[SUPPLIED MATERIAL — start]

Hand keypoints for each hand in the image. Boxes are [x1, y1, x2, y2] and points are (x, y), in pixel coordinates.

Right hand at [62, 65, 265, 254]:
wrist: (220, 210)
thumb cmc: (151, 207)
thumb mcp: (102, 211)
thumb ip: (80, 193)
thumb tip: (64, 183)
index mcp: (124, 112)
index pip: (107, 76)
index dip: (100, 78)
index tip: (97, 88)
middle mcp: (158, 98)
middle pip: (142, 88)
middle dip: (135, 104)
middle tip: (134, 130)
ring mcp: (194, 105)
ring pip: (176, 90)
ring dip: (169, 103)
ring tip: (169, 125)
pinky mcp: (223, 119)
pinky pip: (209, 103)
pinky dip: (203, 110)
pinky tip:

[SUPPLIED MATERIAL — finish]

→ PROMPT
Where the word "index" occurs in a line of the entries above, count that line, and reply with the total only.

→ SOLUTION TO THIS PROBLEM
4